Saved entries
*** Block opens ***

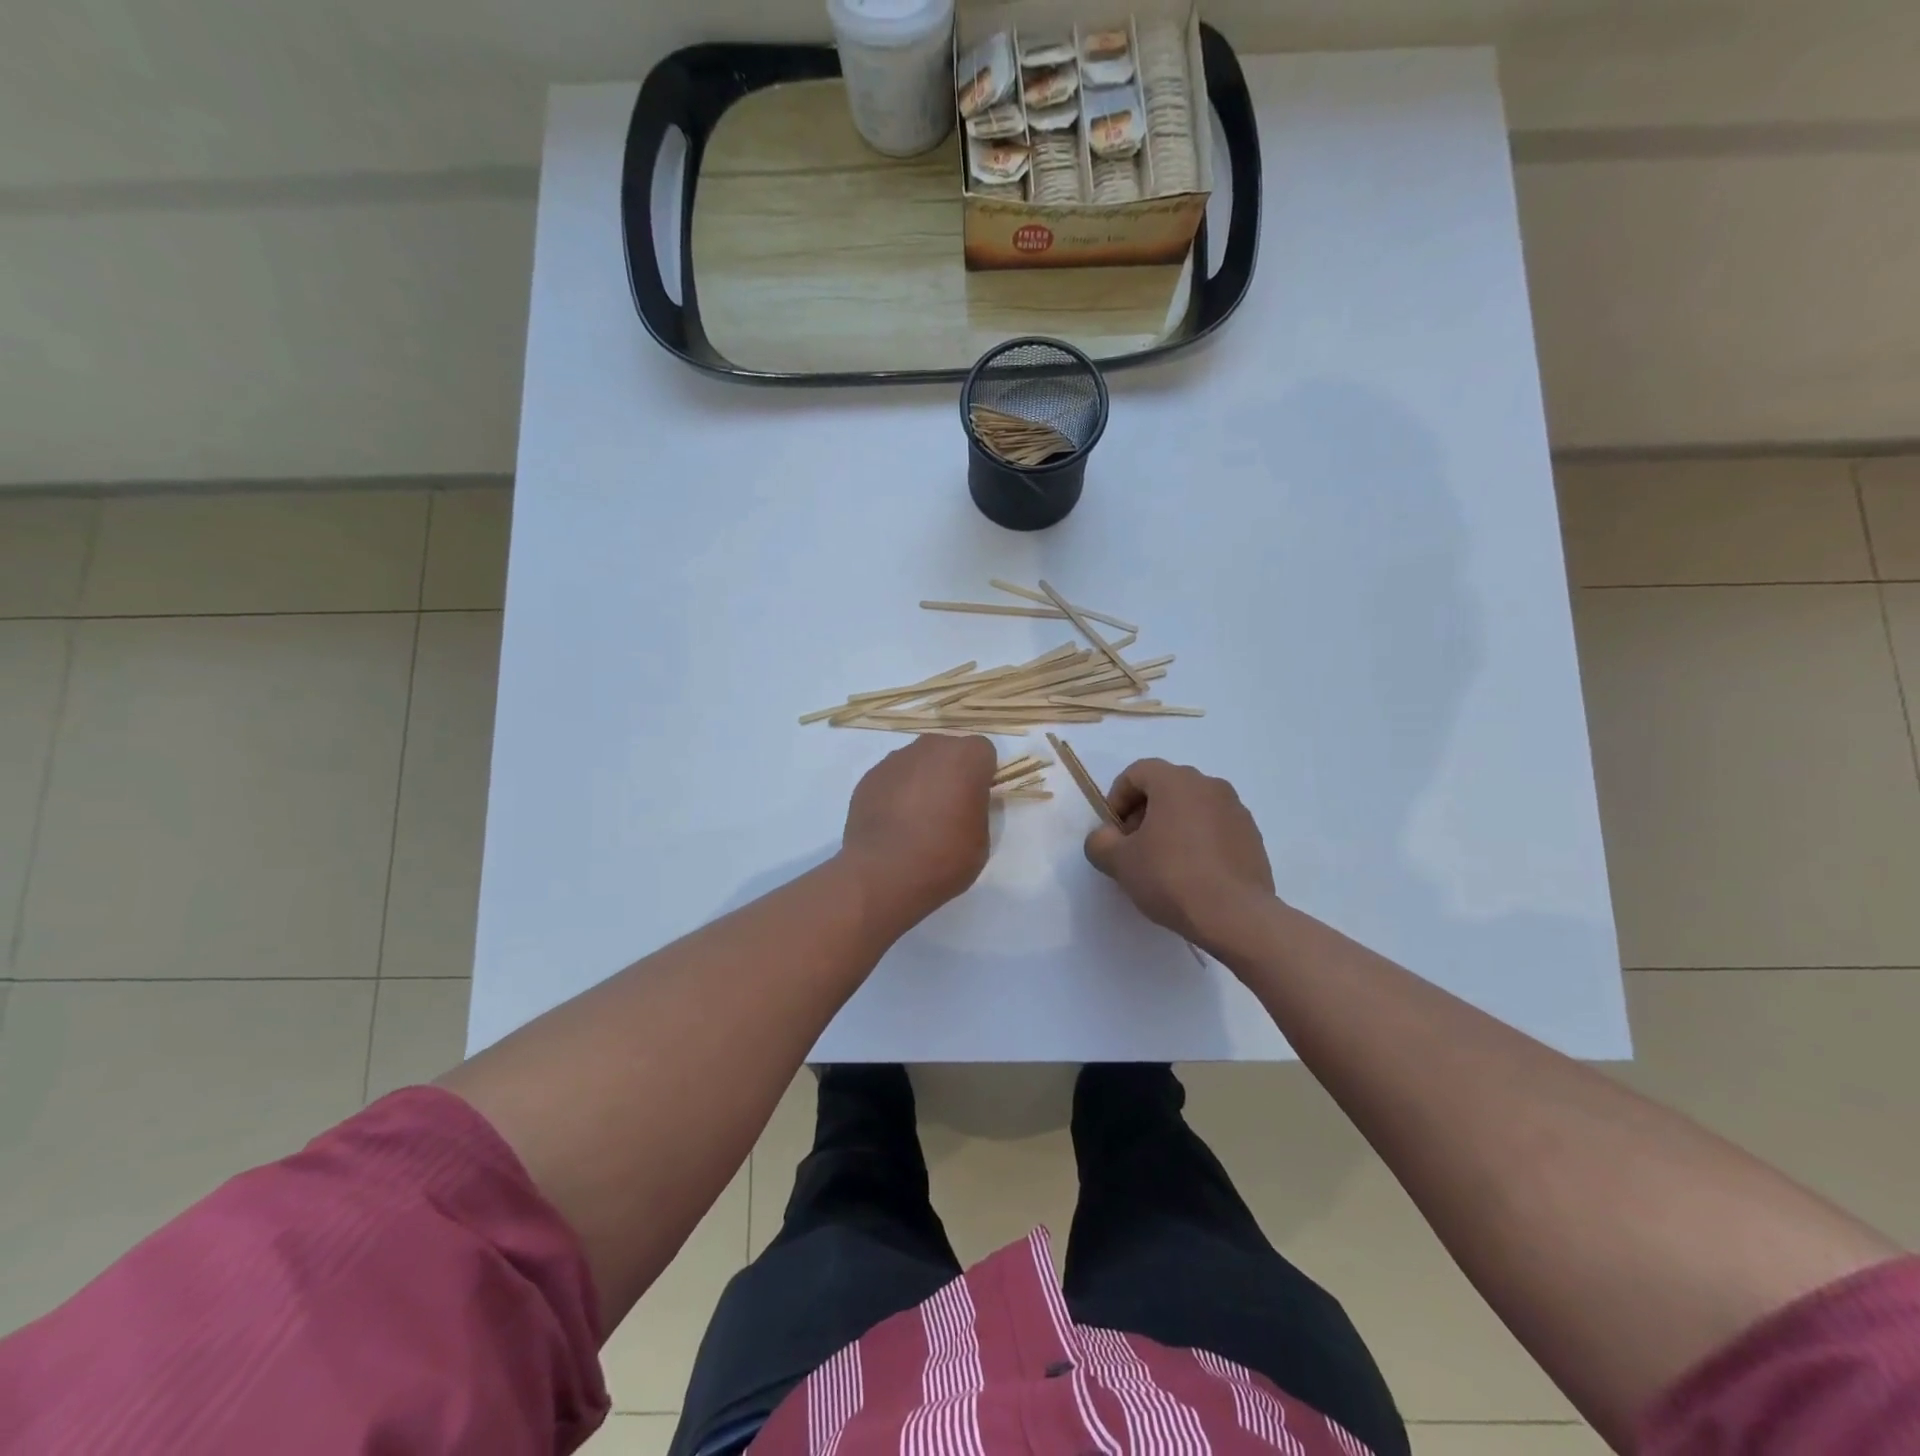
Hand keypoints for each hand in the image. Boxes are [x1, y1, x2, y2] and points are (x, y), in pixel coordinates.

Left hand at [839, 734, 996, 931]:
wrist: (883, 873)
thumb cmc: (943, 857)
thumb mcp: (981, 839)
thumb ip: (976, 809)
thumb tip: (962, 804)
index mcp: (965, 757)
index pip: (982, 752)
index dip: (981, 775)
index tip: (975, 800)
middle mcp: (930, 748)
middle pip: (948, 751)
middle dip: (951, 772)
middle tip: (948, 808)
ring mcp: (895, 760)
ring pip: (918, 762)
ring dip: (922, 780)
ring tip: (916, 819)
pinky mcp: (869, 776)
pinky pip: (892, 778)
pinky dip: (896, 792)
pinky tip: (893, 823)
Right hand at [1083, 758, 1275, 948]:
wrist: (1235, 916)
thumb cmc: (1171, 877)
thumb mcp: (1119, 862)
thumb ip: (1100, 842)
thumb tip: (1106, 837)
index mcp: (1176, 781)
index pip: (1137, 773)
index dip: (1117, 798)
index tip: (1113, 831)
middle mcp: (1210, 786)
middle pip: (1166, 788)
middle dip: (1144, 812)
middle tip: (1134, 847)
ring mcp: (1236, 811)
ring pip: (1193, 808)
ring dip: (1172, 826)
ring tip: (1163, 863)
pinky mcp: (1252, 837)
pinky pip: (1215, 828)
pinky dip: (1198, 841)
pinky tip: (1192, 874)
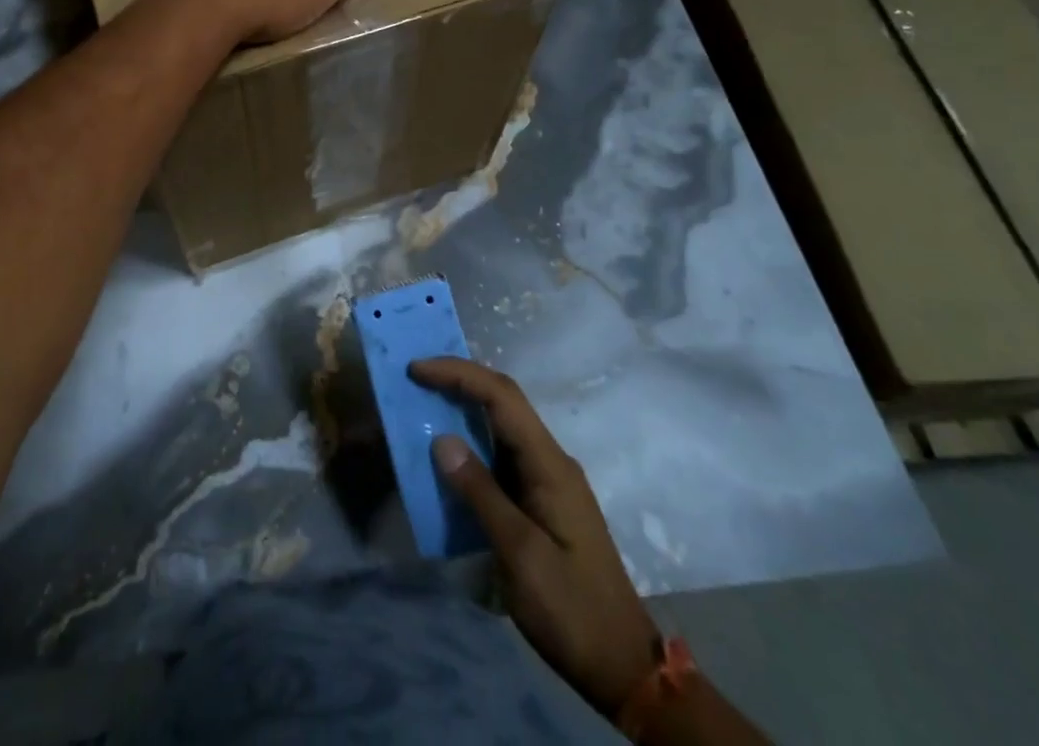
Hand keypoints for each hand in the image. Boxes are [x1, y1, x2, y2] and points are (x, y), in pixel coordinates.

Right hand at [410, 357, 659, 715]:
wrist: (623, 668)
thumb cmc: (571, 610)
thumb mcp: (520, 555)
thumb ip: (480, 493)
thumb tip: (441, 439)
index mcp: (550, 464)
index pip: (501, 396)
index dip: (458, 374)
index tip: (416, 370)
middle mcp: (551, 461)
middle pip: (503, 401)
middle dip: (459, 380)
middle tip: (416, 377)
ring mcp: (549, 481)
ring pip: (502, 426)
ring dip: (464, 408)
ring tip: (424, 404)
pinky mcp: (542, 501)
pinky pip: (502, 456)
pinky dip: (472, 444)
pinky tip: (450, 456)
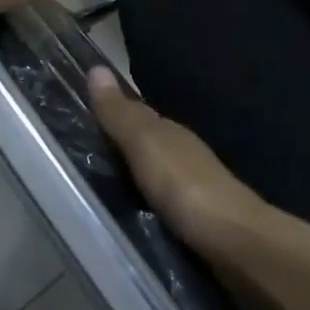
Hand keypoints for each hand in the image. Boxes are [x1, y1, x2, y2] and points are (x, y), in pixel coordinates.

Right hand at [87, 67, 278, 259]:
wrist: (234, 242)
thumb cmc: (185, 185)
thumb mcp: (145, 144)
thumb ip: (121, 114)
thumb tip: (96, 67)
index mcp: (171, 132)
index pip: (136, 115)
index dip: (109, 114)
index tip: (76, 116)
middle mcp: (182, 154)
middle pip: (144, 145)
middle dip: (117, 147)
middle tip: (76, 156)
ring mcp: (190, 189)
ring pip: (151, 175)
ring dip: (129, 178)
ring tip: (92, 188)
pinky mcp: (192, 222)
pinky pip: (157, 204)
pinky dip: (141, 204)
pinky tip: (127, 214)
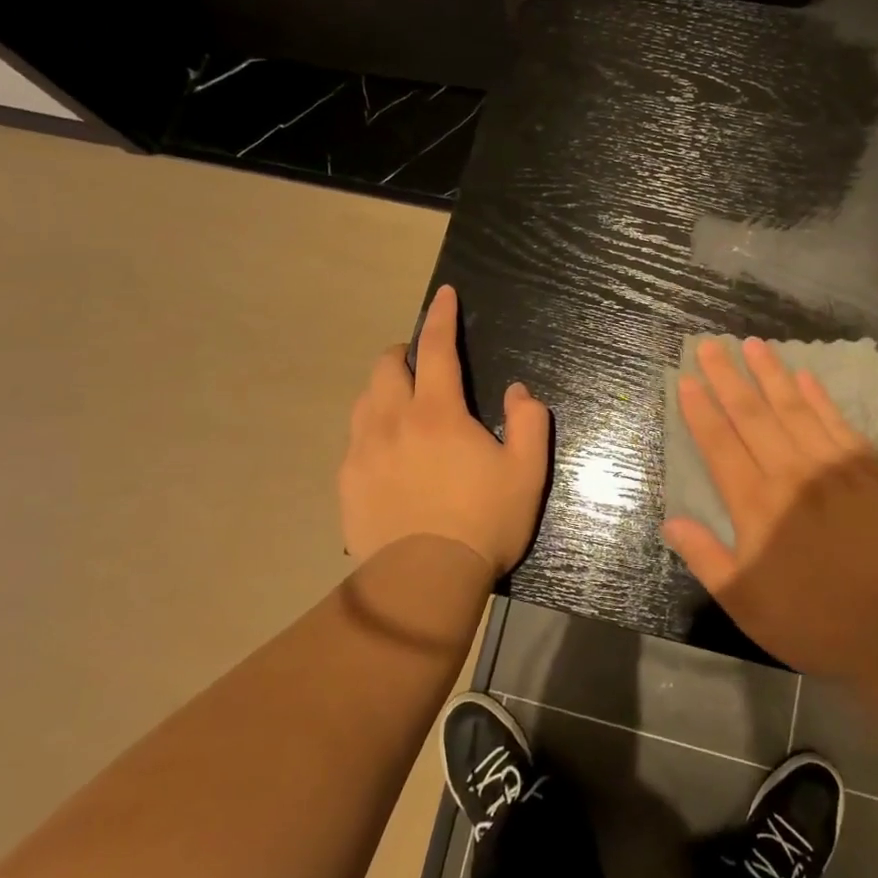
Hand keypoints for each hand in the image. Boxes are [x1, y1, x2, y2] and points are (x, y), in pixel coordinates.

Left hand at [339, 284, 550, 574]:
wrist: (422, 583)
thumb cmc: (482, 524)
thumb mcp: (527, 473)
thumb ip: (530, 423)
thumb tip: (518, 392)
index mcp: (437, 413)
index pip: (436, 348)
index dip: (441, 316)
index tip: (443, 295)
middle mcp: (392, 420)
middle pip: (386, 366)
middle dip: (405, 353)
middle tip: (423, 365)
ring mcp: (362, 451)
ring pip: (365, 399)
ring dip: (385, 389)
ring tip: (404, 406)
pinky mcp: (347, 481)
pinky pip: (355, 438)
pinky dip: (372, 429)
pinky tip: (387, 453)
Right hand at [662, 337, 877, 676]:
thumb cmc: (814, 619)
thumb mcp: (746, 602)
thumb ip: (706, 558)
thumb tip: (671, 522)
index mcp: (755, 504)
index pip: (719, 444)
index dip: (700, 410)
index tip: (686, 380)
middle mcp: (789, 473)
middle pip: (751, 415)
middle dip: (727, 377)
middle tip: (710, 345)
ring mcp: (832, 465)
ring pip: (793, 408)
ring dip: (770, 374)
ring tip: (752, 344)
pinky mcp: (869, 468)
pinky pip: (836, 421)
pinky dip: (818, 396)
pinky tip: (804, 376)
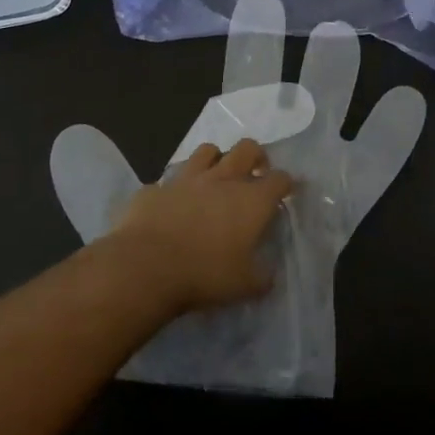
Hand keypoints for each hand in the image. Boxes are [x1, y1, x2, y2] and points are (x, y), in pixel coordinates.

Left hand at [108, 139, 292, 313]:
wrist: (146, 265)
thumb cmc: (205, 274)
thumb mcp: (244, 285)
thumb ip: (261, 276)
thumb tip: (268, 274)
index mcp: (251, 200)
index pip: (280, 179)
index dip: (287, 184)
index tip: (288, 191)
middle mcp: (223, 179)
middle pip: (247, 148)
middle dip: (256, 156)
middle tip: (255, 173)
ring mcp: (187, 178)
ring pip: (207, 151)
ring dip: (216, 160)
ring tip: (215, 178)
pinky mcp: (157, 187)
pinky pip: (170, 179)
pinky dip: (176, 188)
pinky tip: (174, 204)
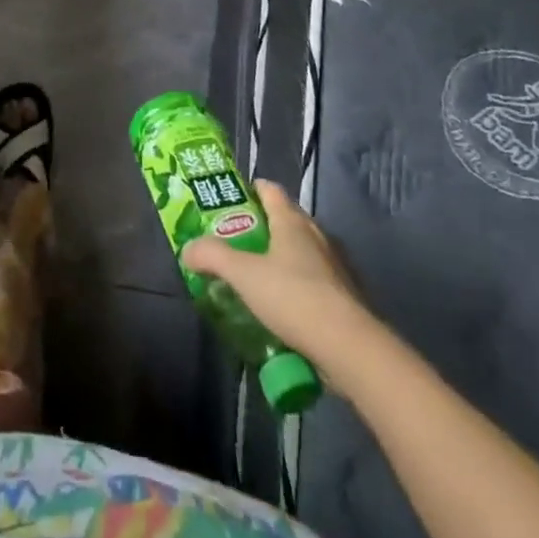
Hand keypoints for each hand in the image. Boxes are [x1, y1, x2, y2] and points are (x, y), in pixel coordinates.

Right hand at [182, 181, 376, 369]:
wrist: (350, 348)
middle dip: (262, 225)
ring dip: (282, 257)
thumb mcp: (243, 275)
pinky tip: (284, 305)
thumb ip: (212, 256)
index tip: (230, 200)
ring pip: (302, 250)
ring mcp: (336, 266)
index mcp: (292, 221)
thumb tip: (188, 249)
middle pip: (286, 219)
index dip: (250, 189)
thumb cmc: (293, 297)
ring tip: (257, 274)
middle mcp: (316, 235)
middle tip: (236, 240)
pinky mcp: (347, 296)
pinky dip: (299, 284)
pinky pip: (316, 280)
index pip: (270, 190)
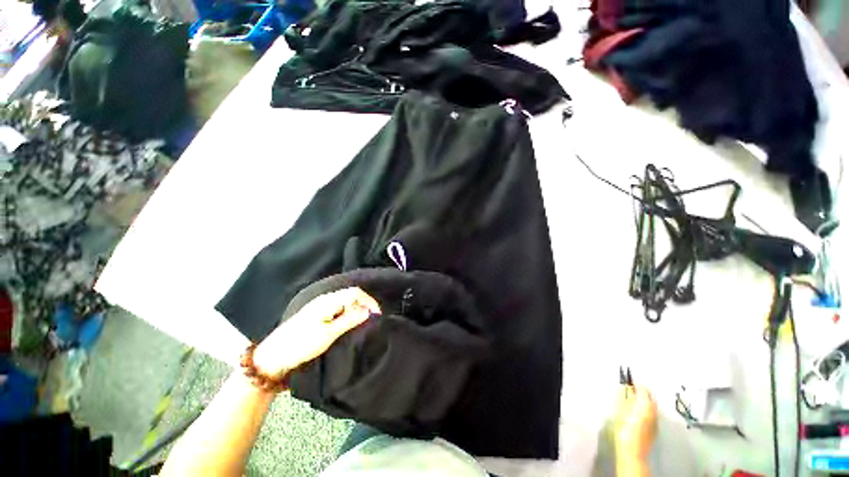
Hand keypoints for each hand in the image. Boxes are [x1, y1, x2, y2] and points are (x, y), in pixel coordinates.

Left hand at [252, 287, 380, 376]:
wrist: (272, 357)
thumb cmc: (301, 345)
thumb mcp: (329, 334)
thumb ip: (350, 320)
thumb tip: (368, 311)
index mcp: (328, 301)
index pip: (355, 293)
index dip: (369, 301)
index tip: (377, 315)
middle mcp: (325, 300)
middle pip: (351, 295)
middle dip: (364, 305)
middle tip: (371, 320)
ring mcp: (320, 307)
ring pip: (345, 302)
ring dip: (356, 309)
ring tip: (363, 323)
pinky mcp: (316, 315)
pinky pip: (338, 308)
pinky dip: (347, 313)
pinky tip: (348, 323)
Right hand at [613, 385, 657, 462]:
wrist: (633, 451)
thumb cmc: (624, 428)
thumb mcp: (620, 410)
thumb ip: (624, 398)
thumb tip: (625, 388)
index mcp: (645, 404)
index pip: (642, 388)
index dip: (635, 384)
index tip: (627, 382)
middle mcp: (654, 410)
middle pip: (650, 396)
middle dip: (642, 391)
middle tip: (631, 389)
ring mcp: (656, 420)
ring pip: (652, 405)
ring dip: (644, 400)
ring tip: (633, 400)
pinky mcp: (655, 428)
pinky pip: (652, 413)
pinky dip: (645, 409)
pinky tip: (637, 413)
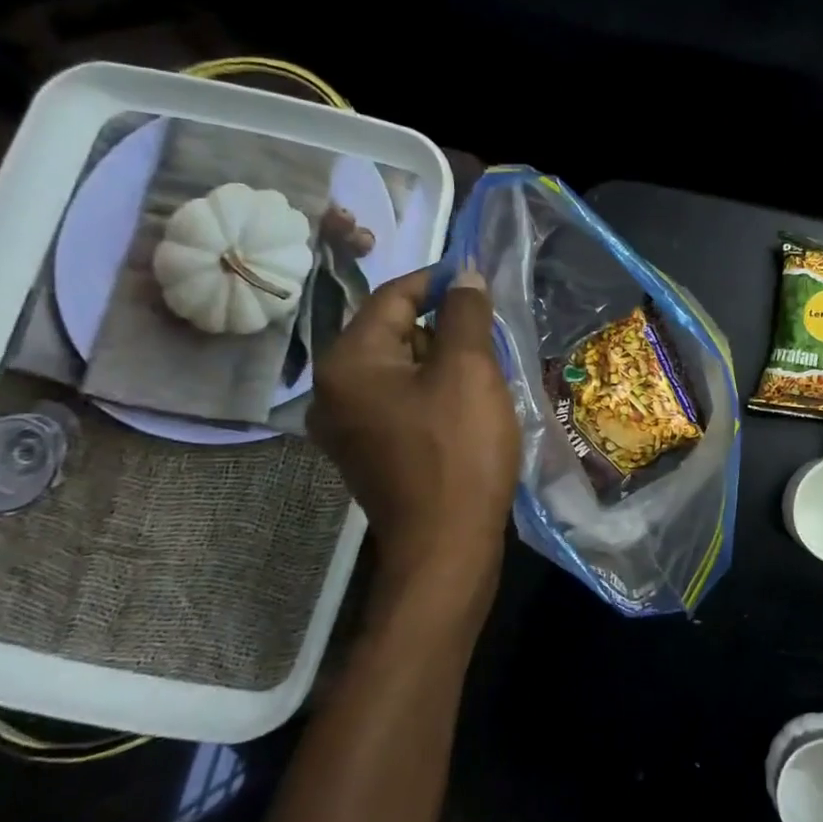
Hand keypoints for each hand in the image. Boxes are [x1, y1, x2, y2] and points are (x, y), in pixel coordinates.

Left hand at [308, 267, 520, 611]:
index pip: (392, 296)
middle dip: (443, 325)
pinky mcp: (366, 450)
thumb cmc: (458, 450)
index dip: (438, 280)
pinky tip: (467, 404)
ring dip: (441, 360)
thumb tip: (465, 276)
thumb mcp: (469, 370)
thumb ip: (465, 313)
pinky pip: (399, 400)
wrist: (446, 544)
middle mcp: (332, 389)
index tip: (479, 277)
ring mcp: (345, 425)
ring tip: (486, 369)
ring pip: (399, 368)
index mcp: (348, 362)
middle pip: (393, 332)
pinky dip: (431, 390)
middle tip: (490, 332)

*** Block closes ***

• Task brief: Exercise for the records above: copy only the lines from the one with "ring dip: (129, 178)" to the one with "pinky tip: (174, 204)", both ends kept, and drop the pictures.

• Exercise result:
ring dip: (129, 178)
ring tip: (92, 188)
pinky mcp: (192, 222)
pinky pip: (157, 204)
pinky dip: (141, 204)
pinky tip: (127, 214)
Hand keypoints for each hand in the image. Boxes are [x1, y1, x2, y2] and points are (x, y), in pixel coordinates.

Left hand at [339, 284, 550, 574]:
wrist: (422, 583)
thumb cmc: (482, 524)
thumb mcp: (527, 473)
thumb ip: (530, 423)
thumb tip: (518, 392)
index mcp: (437, 413)
index pip: (436, 348)
index dip: (441, 316)
index tip: (443, 295)
middle mcp: (392, 420)
middle pip: (386, 366)
middle dip: (405, 353)
middle tip: (423, 365)
ring mcp: (362, 451)
ring pip: (365, 399)
ring dip: (385, 389)
ring tip: (404, 406)
pinky mcp: (347, 481)
pinky pip: (355, 438)
pinky dip: (372, 429)
pinky tip: (387, 453)
Right hand at [662, 337, 877, 676]:
thumb cmc: (814, 619)
thumb mcp: (746, 602)
thumb ip: (706, 558)
thumb tip: (671, 522)
index mcp: (755, 504)
index pip: (719, 444)
index dip: (700, 410)
index tip: (686, 380)
middle mcp: (789, 473)
middle pip: (751, 415)
middle dip: (727, 377)
middle tip: (710, 345)
ring mcp: (832, 465)
ring pip: (793, 408)
ring dip: (770, 374)
ring tip: (752, 344)
pinky mcp: (869, 468)
pinky pip: (836, 421)
pinky dip: (818, 396)
pinky tip: (804, 376)
Hand keypoints for each hand in the image. Boxes are [x1, y1, x2, y2] and points are (x, y), in pixel coordinates.

Left hand at [108, 139, 292, 313]:
wrist: (146, 265)
thumb cmc: (205, 274)
thumb mcp: (244, 285)
thumb ip: (261, 276)
thumb tip: (268, 274)
index mcp: (251, 200)
index pip: (280, 179)
index dip: (287, 184)
index tip: (288, 191)
middle mcp: (223, 179)
middle pip: (247, 148)
middle dip: (256, 156)
middle tip: (255, 173)
ring mcp: (187, 178)
ring pip: (207, 151)
ring dip: (216, 160)
ring tip: (215, 178)
pinky mcp: (157, 187)
pinky pip: (170, 179)
pinky dip: (176, 188)
pinky tip: (174, 204)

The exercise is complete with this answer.